Data section:
▬▬▬▬▬▬

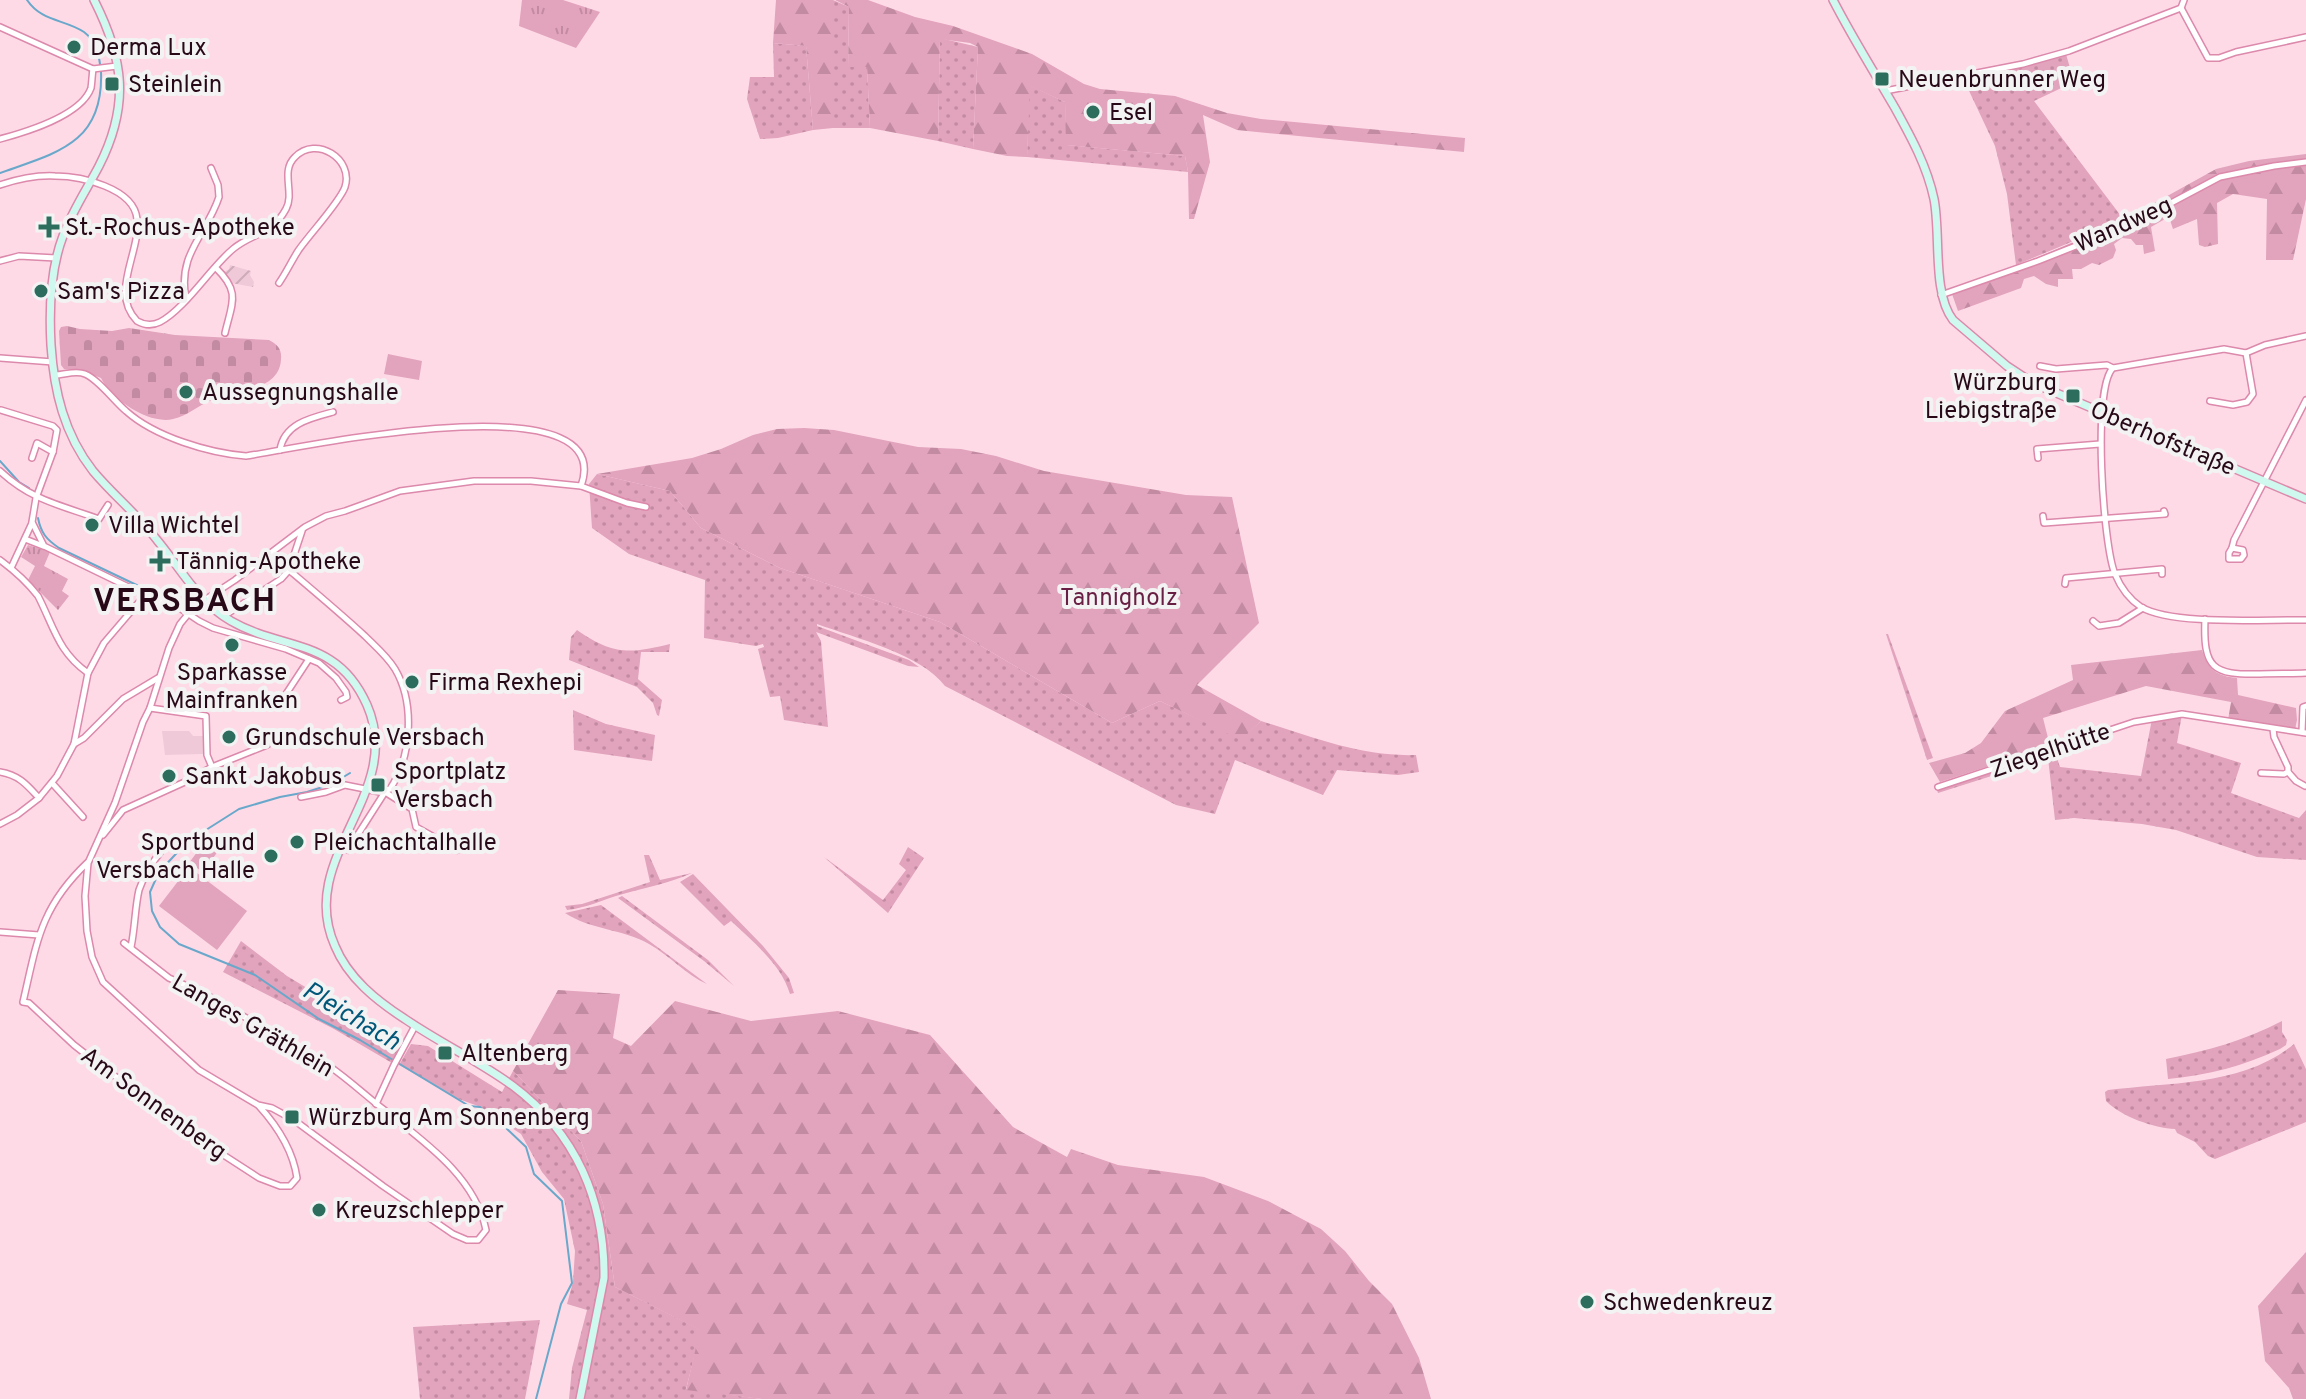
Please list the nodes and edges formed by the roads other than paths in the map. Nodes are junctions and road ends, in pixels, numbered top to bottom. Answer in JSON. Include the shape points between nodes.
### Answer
{"nodes":[{"id":1,"x":94,"y":0,"type":"edge"},
{"id":2,"x":1833,"y":0,"type":"edge"},
{"id":3,"x":2184,"y":0,"type":"edge"},
{"id":4,"x":2181,"y":8,"type":"junction"},
{"id":5,"x":0,"y":27,"type":"edge"},
{"id":6,"x":2306,"y":37,"type":"edge"},
{"id":7,"x":118,"y":66,"type":"junction"},
{"id":8,"x":96,"y":68,"type":"junction"},
{"id":9,"x":1885,"y":91,"type":"junction"},
{"id":10,"x":0,"y":139,"type":"edge"},
{"id":11,"x":2306,"y":162,"type":"edge"},
{"id":12,"x":211,"y":168,"type":"dead end"},
{"id":13,"x":90,"y":181,"type":"junction"},
{"id":14,"x":0,"y":185,"type":"edge"},
{"id":15,"x":56,"y":258,"type":"junction"},
{"id":16,"x":0,"y":261,"type":"edge"},
{"id":17,"x":216,"y":268,"type":"junction"},
{"id":18,"x":279,"y":283,"type":"dead end"},
{"id":19,"x":1941,"y":295,"type":"junction"},
{"id":20,"x":186,"y":299,"type":"junction"},
{"id":21,"x":225,"y":333,"type":"dead end"},
{"id":22,"x":2306,"y":336,"type":"edge"},
{"id":23,"x":2246,"y":353,"type":"junction"},
{"id":24,"x":0,"y":358,"type":"edge"},
{"id":25,"x":53,"y":362,"type":"junction"},
{"id":26,"x":2040,"y":366,"type":"dead end"},
{"id":27,"x":2113,"y":368,"type":"junction"},
{"id":28,"x":55,"y":375,"type":"junction"},
{"id":29,"x":2306,"y":400,"type":"edge"},
{"id":30,"x":2210,"y":401,"type":"dead end"},
{"id":31,"x":1,"y":410,"type":"edge"},
{"id":32,"x":333,"y":412,"type":"dead end"},
{"id":33,"x":2104,"y":414,"type":"junction"},
{"id":34,"x":2100,"y":444,"type":"junction"},
{"id":35,"x":280,"y":450,"type":"junction"},
{"id":36,"x":53,"y":452,"type":"junction"},
{"id":37,"x":32,"y":458,"type":"dead end"},
{"id":38,"x":2038,"y":458,"type":"dead end"},
{"id":39,"x":0,"y":471,"type":"edge"},
{"id":40,"x":2263,"y":481,"type":"junction"},
{"id":41,"x":581,"y":486,"type":"junction"},
{"id":42,"x":36,"y":498,"type":"junction"},
{"id":43,"x":2306,"y":499,"type":"edge"},
{"id":44,"x":108,"y":505,"type":"dead end"},
{"id":45,"x":646,"y":507,"type":"dead end"},
{"id":46,"x":2164,"y":511,"type":"dead end"},
{"id":47,"x":2043,"y":516,"type":"dead end"},
{"id":48,"x":2105,"y":519,"type":"junction"},
{"id":49,"x":32,"y":522,"type":"junction"},
{"id":50,"x":302,"y":530,"type":"junction"},
{"id":51,"x":25,"y":539,"type":"junction"},
{"id":52,"x":44,"y":546,"type":"junction"},
{"id":53,"x":2232,"y":548,"type":"dead end"},
{"id":54,"x":0,"y":560,"type":"edge"},
{"id":55,"x":11,"y":568,"type":"junction"},
{"id":56,"x":289,"y":570,"type":"junction"},
{"id":57,"x":2114,"y":572,"type":"junction"},
{"id":58,"x":2162,"y":574,"type":"dead end"},
{"id":59,"x":2065,"y":584,"type":"dead end"},
{"id":60,"x":145,"y":595,"type":"junction"},
{"id":61,"x":204,"y":601,"type":"junction"},
{"id":62,"x":2143,"y":608,"type":"junction"},
{"id":63,"x":187,"y":613,"type":"junction"},
{"id":64,"x":223,"y":616,"type":"junction"},
{"id":65,"x":2205,"y":619,"type":"junction"},
{"id":66,"x":2306,"y":620,"type":"edge"},
{"id":67,"x":2093,"y":621,"type":"dead end"},
{"id":68,"x":309,"y":659,"type":"junction"},
{"id":69,"x":88,"y":673,"type":"junction"},
{"id":70,"x":2306,"y":673,"type":"edge"},
{"id":71,"x":159,"y":678,"type":"junction"},
{"id":72,"x":286,"y":694,"type":"dead end"},
{"id":73,"x":341,"y":700,"type":"dead end"},
{"id":74,"x":2306,"y":706,"type":"edge"},
{"id":75,"x":150,"y":708,"type":"junction"},
{"id":76,"x":2273,"y":729,"type":"junction"},
{"id":77,"x":2304,"y":732,"type":"edge"},
{"id":78,"x":74,"y":744,"type":"junction"},
{"id":79,"x":267,"y":745,"type":"dead end"},
{"id":80,"x":212,"y":767,"type":"junction"},
{"id":81,"x":0,"y":772,"type":"edge"},
{"id":82,"x":2288,"y":772,"type":"junction"},
{"id":83,"x":2261,"y":773,"type":"dead end"},
{"id":84,"x":52,"y":783,"type":"junction"},
{"id":85,"x":2305,"y":786,"type":"edge"},
{"id":86,"x":1938,"y":787,"type":"dead end"},
{"id":87,"x":368,"y":788,"type":"junction"},
{"id":88,"x":385,"y":792,"type":"junction"},
{"id":89,"x":301,"y":797,"type":"dead end"},
{"id":90,"x":39,"y":798,"type":"junction"},
{"id":91,"x":83,"y":817,"type":"dead end"},
{"id":92,"x":0,"y":824,"type":"edge"},
{"id":93,"x":97,"y":842,"type":"junction"},
{"id":94,"x":345,"y":847,"type":"junction"},
{"id":95,"x":457,"y":850,"type":"dead end"},
{"id":96,"x":161,"y":851,"type":"dead end"},
{"id":97,"x":88,"y":863,"type":"junction"},
{"id":98,"x":0,"y":932,"type":"edge"},
{"id":99,"x":39,"y":935,"type":"junction"},
{"id":100,"x":124,"y":943,"type":"dead end"},
{"id":101,"x":131,"y":947,"type":"junction"},
{"id":102,"x":415,"y":1026,"type":"junction"},
{"id":103,"x":376,"y":1104,"type":"junction"},
{"id":104,"x":258,"y":1105,"type":"junction"},
{"id":105,"x":580,"y":1399,"type":"edge"}],
"edges":[{"from":1,"to":7,"type":"main road"},
{"from":2,"to":9,"type":"main road"},
{"from":3,"to":4,"type":"street"},
{"from":4,"to":6,"type":"street","via":[[2208,58]]},
{"from":4,"to":9,"type":"street","via":[[2038,60]]},
{"from":5,"to":8,"type":"street"},
{"from":7,"to":8,"type":"street"},
{"from":7,"to":13,"type":"main road","via":[[117,120]]},
{"from":8,"to":10,"type":"street","via":[[84,99],[73,108]]},
{"from":9,"to":19,"type":"main road","via":[[1927,172],[1938,232]]},
{"from":11,"to":19,"type":"street","name":"Wandweg","via":[[2220,177],[2101,236]]},
{"from":12,"to":20,"type":"street","via":[[219,197],[186,263]]},
{"from":13,"to":14,"type":"street","via":[[54,175]]},
{"from":13,"to":15,"type":"main road"},
{"from":13,"to":20,"type":"street","via":[[122,196],[136,213],[126,293],[133,317],[156,324]]},
{"from":15,"to":16,"type":"street"},
{"from":15,"to":25,"type":"main road","via":[[50,309]]},
{"from":17,"to":18,"type":"street","via":[[233,249],[266,231],[285,212],[290,199],[288,170],[295,156],[312,148],[326,150],[344,169],[344,188]]},
{"from":17,"to":20,"type":"street"},
{"from":17,"to":21,"type":"street","via":[[233,289]]},
{"from":19,"to":33,"type":"main road","name":"Oberhofstraße","via":[[1953,320],[2021,376]]},
{"from":22,"to":23,"type":"street"},
{"from":23,"to":27,"type":"street","via":[[2224,349]]},
{"from":23,"to":30,"type":"street","via":[[2253,394],[2247,402],[2233,405]]},
{"from":24,"to":25,"type":"street"},
{"from":25,"to":28,"type":"main road"},
{"from":26,"to":27,"type":"street"},
{"from":27,"to":33,"type":"street","via":[[2106,378]]},
{"from":28,"to":35,"type":"street","via":[[86,374],[132,416],[194,445],[246,456]]},
{"from":28,"to":61,"type":"main road","via":[[64,421],[81,454]]},
{"from":29,"to":40,"type":"street"},
{"from":31,"to":36,"type":"street","via":[[53,426],[58,434]]},
{"from":32,"to":35,"type":"street","via":[[295,426]]},
{"from":33,"to":34,"type":"street"},
{"from":33,"to":40,"type":"main road","name":"Oberhofstraße"},
{"from":34,"to":38,"type":"street","via":[[2037,449]]},
{"from":34,"to":48,"type":"street"},
{"from":35,"to":41,"type":"street","via":[[415,430],[526,429],[568,443],[580,456]]},
{"from":36,"to":37,"type":"street","via":[[37,443]]},
{"from":36,"to":42,"type":"street"},
{"from":39,"to":42,"type":"street"},
{"from":40,"to":43,"type":"main road","name":"Oberhofstraße"},
{"from":40,"to":53,"type":"street"},
{"from":41,"to":45,"type":"street"},
{"from":41,"to":50,"type":"street","via":[[474,481],[423,487],[382,496]]},
{"from":42,"to":44,"type":"street","via":[[99,519]]},
{"from":42,"to":49,"type":"street"},
{"from":46,"to":48,"type":"street"},
{"from":47,"to":48,"type":"street","via":[[2044,523]]},
{"from":48,"to":57,"type":"street"},
{"from":49,"to":51,"type":"street"},
{"from":49,"to":52,"type":"street"},
{"from":50,"to":56,"type":"street"},
{"from":50,"to":61,"type":"street"},
{"from":51,"to":52,"type":"street"},
{"from":51,"to":55,"type":"street"},
{"from":52,"to":60,"type":"street"},
{"from":54,"to":55,"type":"street"},
{"from":55,"to":69,"type":"street","via":[[38,596],[66,654]]},
{"from":56,"to":64,"type":"street"},
{"from":56,"to":88,"type":"street","via":[[342,614],[395,669],[408,735],[402,765]]},
{"from":57,"to":58,"type":"street","via":[[2162,569]]},
{"from":57,"to":59,"type":"street","via":[[2066,578]]},
{"from":57,"to":62,"type":"street"},
{"from":60,"to":63,"type":"street"},
{"from":60,"to":69,"type":"street","via":[[104,643]]},
{"from":61,"to":63,"type":"street"},
{"from":61,"to":64,"type":"main road"},
{"from":62,"to":65,"type":"street"},
{"from":62,"to":67,"type":"street","via":[[2119,623],[2099,626]]},
{"from":63,"to":68,"type":"street","via":[[213,628]]},
{"from":63,"to":71,"type":"street"},
{"from":64,"to":87,"type":"main road","via":[[245,629],[312,650],[350,677],[373,722],[376,756]]},
{"from":65,"to":66,"type":"street"},
{"from":65,"to":70,"type":"street","via":[[2206,650],[2216,669],[2240,675]]},
{"from":68,"to":72,"type":"street"},
{"from":68,"to":73,"type":"street","via":[[342,684],[347,697]]},
{"from":69,"to":78,"type":"street"},
{"from":71,"to":75,"type":"street"},
{"from":71,"to":78,"type":"street","via":[[123,699]]},
{"from":74,"to":77,"type":"street","via":[[2301,714]]},
{"from":75,"to":80,"type":"street","via":[[206,716]]},
{"from":75,"to":93,"type":"street"},
{"from":76,"to":77,"type":"street","name":"Ziegelhütte"},
{"from":76,"to":82,"type":"street"},
{"from":76,"to":86,"type":"street","name":"Ziegelhütte","via":[[2182,714],[2162,716]]},
{"from":78,"to":84,"type":"street"},
{"from":79,"to":80,"type":"street"},
{"from":80,"to":93,"type":"street","via":[[123,810]]},
{"from":81,"to":90,"type":"street","via":[[21,779]]},
{"from":82,"to":83,"type":"street"},
{"from":82,"to":85,"type":"street"},
{"from":84,"to":90,"type":"street"},
{"from":84,"to":91,"type":"street"},
{"from":87,"to":88,"type":"street"},
{"from":87,"to":89,"type":"street","via":[[345,785]]},
{"from":87,"to":94,"type":"main road"},
{"from":88,"to":94,"type":"street"},
{"from":88,"to":95,"type":"street","via":[[412,809],[416,827]]},
{"from":90,"to":92,"type":"street"},
{"from":93,"to":97,"type":"street"},
{"from":94,"to":102,"type":"main road","via":[[334,862],[326,891],[332,942],[360,983]]},
{"from":96,"to":101,"type":"street","via":[[138,893]]},
{"from":97,"to":99,"type":"street","via":[[57,895]]},
{"from":97,"to":104,"type":"street","via":[[87,931],[103,982],[199,1070]]},
{"from":98,"to":99,"type":"street"},
{"from":99,"to":104,"type":"street","name":"Am Sonnenberg","via":[[23,1002],[110,1073],[161,1105],[188,1132],[259,1178],[290,1186],[297,1178],[288,1147]]},
{"from":100,"to":101,"type":"street","name":"Langes Gräthlein"},
{"from":101,"to":103,"type":"street","name":"Langes Gräthlein","via":[[169,978],[329,1066]]},
{"from":102,"to":103,"type":"street"},
{"from":102,"to":105,"type":"main road","via":[[524,1095],[554,1126],[589,1183],[603,1244],[604,1278]]},
{"from":103,"to":104,"type":"street","name":"Langes Gräthlein","via":[[456,1173],[480,1208],[486,1230],[478,1240],[453,1234],[294,1120]]}]}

▬▬▬▬▬▬

Exercise:
Look over the data above and show each line that contains "Oberhofstraße".

Response to this task:
{"from":19,"to":33,"type":"main road","name":"Oberhofstraße","via":[[1953,320],[2021,376]]},
{"from":33,"to":40,"type":"main road","name":"Oberhofstraße"},
{"from":40,"to":43,"type":"main road","name":"Oberhofstraße"},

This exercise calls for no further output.